09.11.2005 Tarihli Türk Ticaret Kanunu Tasarısı madde 1364-1365-1366-1367-1368-1369 ve Gerekçeleri

Üyemizin Notu: 6. İhtiyatî haczin yapılması

a) İhtiyatî haciz kararının icrası

Madde 1364 - (1) Alacaklı, ihtiyatî haciz kararının verildiği tarihten itibaren üç iş günü içinde kararı veren mahkemenin yargı çevresindeki veya geminin bulunduğu yerdeki icra dairesinden kararın infazını istemek zorundadır. Aksi hâlde, ihtiyatî haciz kararı kendiliğinden kalkar.

Madde Gerekçesi:
2004 sayılı Kanunun 261 inci maddesinden uyarlanmıştır; ancak gemilerin limanlardaki kısa süreli beklemeleri dikkate alınarak, infazı isteme süresi üç güne indirilmiş ve geminin bulunduğu yer icra dairesinin dahi yetkili olduğu hükme eklenmiştir.

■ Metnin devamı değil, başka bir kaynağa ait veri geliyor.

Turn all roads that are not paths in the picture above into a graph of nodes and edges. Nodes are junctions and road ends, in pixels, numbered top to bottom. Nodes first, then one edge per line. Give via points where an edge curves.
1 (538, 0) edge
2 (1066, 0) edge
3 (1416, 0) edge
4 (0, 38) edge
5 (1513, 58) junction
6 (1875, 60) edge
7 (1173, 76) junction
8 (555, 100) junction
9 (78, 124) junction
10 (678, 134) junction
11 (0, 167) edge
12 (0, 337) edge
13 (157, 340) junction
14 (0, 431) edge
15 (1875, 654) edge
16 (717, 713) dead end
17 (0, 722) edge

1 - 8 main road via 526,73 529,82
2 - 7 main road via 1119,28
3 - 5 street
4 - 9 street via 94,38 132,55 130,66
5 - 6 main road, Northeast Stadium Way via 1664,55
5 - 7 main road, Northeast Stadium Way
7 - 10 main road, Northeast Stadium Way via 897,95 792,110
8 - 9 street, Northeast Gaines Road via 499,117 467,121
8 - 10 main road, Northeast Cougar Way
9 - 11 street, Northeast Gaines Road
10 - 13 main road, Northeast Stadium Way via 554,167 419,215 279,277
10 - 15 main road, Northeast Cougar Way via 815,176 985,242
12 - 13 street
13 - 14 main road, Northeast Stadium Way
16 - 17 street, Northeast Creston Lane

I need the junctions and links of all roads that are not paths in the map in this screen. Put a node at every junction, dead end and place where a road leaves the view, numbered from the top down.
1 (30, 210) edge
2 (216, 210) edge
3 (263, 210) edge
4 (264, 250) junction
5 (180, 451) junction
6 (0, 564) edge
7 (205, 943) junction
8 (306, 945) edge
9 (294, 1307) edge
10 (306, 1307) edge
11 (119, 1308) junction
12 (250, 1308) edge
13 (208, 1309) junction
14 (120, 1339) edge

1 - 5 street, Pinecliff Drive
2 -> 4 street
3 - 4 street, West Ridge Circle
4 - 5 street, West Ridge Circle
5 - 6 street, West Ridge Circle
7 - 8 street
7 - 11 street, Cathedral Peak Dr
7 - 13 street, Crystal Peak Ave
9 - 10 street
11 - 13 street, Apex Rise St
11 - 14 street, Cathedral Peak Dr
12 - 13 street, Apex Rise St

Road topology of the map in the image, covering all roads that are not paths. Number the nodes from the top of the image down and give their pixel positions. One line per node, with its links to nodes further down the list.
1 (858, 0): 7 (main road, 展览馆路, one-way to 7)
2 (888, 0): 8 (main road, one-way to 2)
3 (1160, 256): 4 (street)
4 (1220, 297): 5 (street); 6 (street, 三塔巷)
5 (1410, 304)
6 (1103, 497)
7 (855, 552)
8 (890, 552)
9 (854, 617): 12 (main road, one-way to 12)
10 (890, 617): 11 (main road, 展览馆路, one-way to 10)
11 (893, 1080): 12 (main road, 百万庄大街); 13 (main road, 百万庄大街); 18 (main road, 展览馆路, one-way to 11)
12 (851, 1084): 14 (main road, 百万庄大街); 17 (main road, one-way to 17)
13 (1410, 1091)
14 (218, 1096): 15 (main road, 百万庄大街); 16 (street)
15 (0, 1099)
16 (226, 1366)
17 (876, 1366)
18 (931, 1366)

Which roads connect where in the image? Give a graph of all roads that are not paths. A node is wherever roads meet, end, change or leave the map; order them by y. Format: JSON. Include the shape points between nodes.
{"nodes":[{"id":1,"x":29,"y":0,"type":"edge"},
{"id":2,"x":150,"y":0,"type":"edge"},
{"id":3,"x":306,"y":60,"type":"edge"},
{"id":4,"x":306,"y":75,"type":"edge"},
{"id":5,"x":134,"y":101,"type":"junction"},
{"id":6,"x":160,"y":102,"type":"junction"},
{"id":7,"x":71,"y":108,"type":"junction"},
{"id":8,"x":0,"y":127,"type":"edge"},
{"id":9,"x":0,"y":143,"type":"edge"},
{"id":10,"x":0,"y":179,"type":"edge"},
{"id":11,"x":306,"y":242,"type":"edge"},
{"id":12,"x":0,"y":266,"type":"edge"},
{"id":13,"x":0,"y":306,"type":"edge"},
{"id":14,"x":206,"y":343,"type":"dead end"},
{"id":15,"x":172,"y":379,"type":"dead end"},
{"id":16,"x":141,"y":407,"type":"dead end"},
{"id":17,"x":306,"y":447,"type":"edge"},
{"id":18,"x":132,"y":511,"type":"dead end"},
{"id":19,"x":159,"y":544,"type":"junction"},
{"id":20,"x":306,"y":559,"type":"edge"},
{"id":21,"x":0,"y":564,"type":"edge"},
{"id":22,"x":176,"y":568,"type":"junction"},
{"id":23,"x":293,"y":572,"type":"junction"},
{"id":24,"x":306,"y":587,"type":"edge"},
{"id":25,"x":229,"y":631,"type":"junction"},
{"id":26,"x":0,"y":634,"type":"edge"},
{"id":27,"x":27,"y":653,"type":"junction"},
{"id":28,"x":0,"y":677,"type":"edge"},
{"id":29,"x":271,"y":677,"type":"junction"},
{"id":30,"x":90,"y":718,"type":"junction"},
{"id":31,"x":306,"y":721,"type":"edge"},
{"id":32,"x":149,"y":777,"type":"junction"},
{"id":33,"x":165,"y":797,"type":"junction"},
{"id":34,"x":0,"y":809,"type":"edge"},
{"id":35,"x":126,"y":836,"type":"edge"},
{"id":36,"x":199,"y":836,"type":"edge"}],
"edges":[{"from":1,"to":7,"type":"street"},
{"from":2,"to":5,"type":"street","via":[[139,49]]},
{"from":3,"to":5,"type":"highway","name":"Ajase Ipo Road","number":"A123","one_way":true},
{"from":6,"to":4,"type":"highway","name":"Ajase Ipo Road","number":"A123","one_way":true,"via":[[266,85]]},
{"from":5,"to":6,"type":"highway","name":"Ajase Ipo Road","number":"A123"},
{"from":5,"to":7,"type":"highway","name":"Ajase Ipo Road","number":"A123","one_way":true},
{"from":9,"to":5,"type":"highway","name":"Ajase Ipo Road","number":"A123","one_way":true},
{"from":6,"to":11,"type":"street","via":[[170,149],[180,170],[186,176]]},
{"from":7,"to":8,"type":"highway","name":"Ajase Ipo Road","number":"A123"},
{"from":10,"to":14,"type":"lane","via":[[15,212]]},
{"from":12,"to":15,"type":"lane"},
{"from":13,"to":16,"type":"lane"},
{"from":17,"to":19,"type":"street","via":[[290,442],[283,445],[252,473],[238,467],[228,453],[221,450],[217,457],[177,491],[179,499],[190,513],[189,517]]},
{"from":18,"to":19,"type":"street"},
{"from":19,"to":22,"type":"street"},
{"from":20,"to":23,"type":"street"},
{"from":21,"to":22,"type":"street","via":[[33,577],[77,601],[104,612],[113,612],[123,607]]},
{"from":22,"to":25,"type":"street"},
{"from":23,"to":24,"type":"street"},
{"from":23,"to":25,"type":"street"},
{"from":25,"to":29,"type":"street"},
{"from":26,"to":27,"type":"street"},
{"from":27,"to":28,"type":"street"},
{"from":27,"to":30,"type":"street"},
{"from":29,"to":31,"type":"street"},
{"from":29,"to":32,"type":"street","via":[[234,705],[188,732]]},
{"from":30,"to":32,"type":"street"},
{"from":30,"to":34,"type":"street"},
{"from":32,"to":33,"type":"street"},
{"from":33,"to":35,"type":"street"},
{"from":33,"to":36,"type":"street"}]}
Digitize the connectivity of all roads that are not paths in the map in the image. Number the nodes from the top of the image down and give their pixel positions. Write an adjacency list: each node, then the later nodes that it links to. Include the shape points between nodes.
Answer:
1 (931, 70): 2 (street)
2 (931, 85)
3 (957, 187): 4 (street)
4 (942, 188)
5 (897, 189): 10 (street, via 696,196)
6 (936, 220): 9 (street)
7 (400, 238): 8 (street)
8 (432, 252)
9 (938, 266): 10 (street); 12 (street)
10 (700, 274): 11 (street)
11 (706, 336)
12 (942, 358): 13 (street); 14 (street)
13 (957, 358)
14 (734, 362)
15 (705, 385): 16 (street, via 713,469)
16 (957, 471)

b) İhtiyatî hacze başlama süresi

Madde 1365 - (1) İcra dairesi, istem üzerine derhal ihtiyatî haczi uygular.
(2) İhtiyatî haciz, İcra ve İflâs Kanununa göre gece ve resmî tatil sayılan zamanlarda da yapılır.

Madde Gerekçesi:
Birinci fıkra, 2004 sayılı Kanunun 79 uncu maddesinin birinci fıkrasından alınmış, ancak gemilerin kısa süreli beklemeleri nedeniyle haczin derhal yapılması kuralı getirilmiştir.
İkinci fıkrada, 2004 sayılı Kanunun 51 inci maddesinin birinci fıkrasında yer alan kurallar, gemilerin limanlarda kısa süre kalmaları nedeniyle uyarlanmış ve ihtiyati haczin gece ve resmi tatil sayılan zamanlarda dahi yapılabileceği açıkça bildirilmiştir.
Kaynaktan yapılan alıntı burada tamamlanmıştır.